Plus, they help me understand what’s on people’s minds out in the real world.  But I do not have to look at them so many times in a day!  Honestly.

So: lack of office internet should help to keep the whim-searches under control.  I do have my phone, and I  have access to the Internet through that — but I don’t have an unlimited data plan, so I have to keep my access down.  I’m mainly using it for email, just in case something urgent comes through.

One hardship is the loss of streaming music via Pandora or Amazon Prime Music.  I do have plenty of mp3’s on my computer, and I can set them running.  But sometimes I rather like not knowing what’s going to play next, and the possibility that it might be something that I’ve never before heard in my life.  Alas, what to do?

Then I remember this thing, called — what was it now? Oh, right: Radio.  Turns out I had one in the back of my closet and by golly, it works!  I found a local classical station, and it’s quite lovely.  Also good for the news.

This is an experiment, for the month of November (and if I feel like it, December), and it only holds at my office (where I do spend most of my time).  I still have Internet access at home, and my morning ritual includes breakfast surfing, news sites, and Facebook — rather the way my Dad would read the newspaper over breakfast when I was a kid.

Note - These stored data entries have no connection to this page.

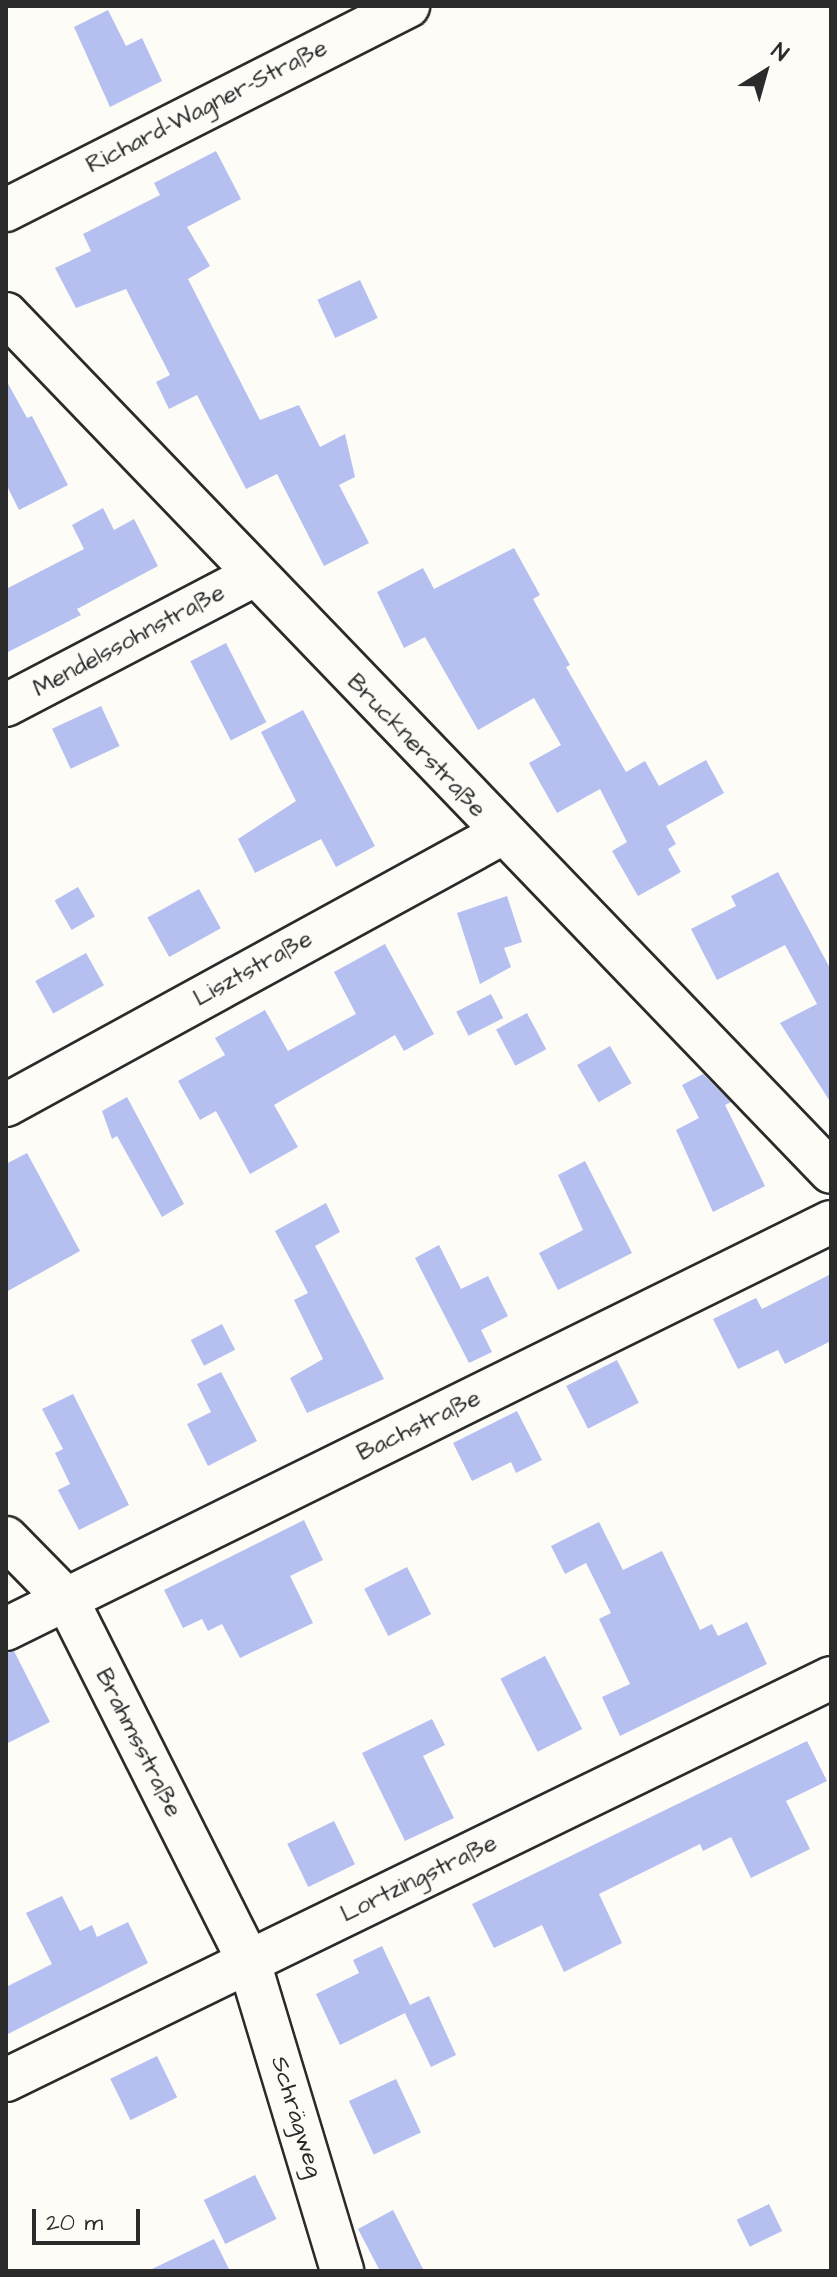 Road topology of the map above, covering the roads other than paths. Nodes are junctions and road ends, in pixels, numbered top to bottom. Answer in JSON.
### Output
{"nodes":[{"id":1,"x":408,"y":6,"type":"edge"},
{"id":2,"x":6,"y":210,"type":"edge"},
{"id":3,"x":6,"y":314,"type":"edge"},
{"id":4,"x":253,"y":576,"type":"junction"},
{"id":5,"x":6,"y":705,"type":"edge"},
{"id":6,"x":501,"y":834,"type":"junction"},
{"id":7,"x":6,"y":1105,"type":"edge"},
{"id":8,"x":831,"y":1172,"type":"edge"},
{"id":9,"x":831,"y":1222,"type":"edge"},
{"id":10,"x":6,"y":1538,"type":"edge"},
{"id":11,"x":67,"y":1600,"type":"junction"},
{"id":12,"x":6,"y":1629,"type":"edge"},
{"id":13,"x":831,"y":1678,"type":"edge"},
{"id":14,"x":249,"y":1962,"type":"junction"},
{"id":15,"x":6,"y":2080,"type":"edge"},
{"id":16,"x":342,"y":2271,"type":"edge"}],
"edges":[{"from":1,"to":2,"type":"street","name":"Richard-Wagner-Straße"},
{"from":3,"to":4,"type":"street","name":"Brucknerstraße"},
{"from":4,"to":5,"type":"street","name":"Mendelssohnstraße"},
{"from":4,"to":6,"type":"street","name":"Brucknerstraße"},
{"from":6,"to":7,"type":"street","name":"Lisztstraße"},
{"from":6,"to":8,"type":"street","name":"Brucknerstraße"},
{"from":9,"to":11,"type":"street","name":"Bachstraße"},
{"from":10,"to":11,"type":"street","name":"Brahmsstraße"},
{"from":11,"to":12,"type":"street","name":"Bachstraße"},
{"from":11,"to":14,"type":"street","name":"Brahmsstraße"},
{"from":13,"to":14,"type":"street","name":"Lortzingstraße"},
{"from":14,"to":15,"type":"street","name":"Lortzingstraße"},
{"from":14,"to":16,"type":"street","name":"Schrägweg"}]}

And should I need to do some heavy-duty research or downloading in the middle of the day, the library is just down the street.  Also, Starbucks and Dunkin’.

And as for blogging– well I wrote this offline and uploaded it when I got home.  And my email sends me a notice when anybody posts a comment.  So, we’re covered!

Now, from all this, you might have discerned that I’m planning to be especially focused on the book this month; and in this you are correct.

My tradition has been to head off to some undisclosed location over the Thanksgiving week and weekend, and have a bit of a writing retreat.  Being in an unfamiliar setting can be refreshing and invigorating.  But this year, I can’t afford to actually go away.  So, I have to refresh and invigorate myself by sheer force of will!

An Internet fast can’t hurt.

In other news: Saw the movie First Man. with my sister, and our pals R. and J. (You know who you are.)  Loved it.  I’ll say more later (this is getting too long), but I wanted to say right off that if anyone tells you that the American flag is not shown on the moon, don’t believe them.  It’s right there, in several shots.  What’s not included is the specific moment of planting the flag.  But the flag is there, despite what other people might be telling you.

I’ll say more in a couple of days; I’ve run out of time tonight.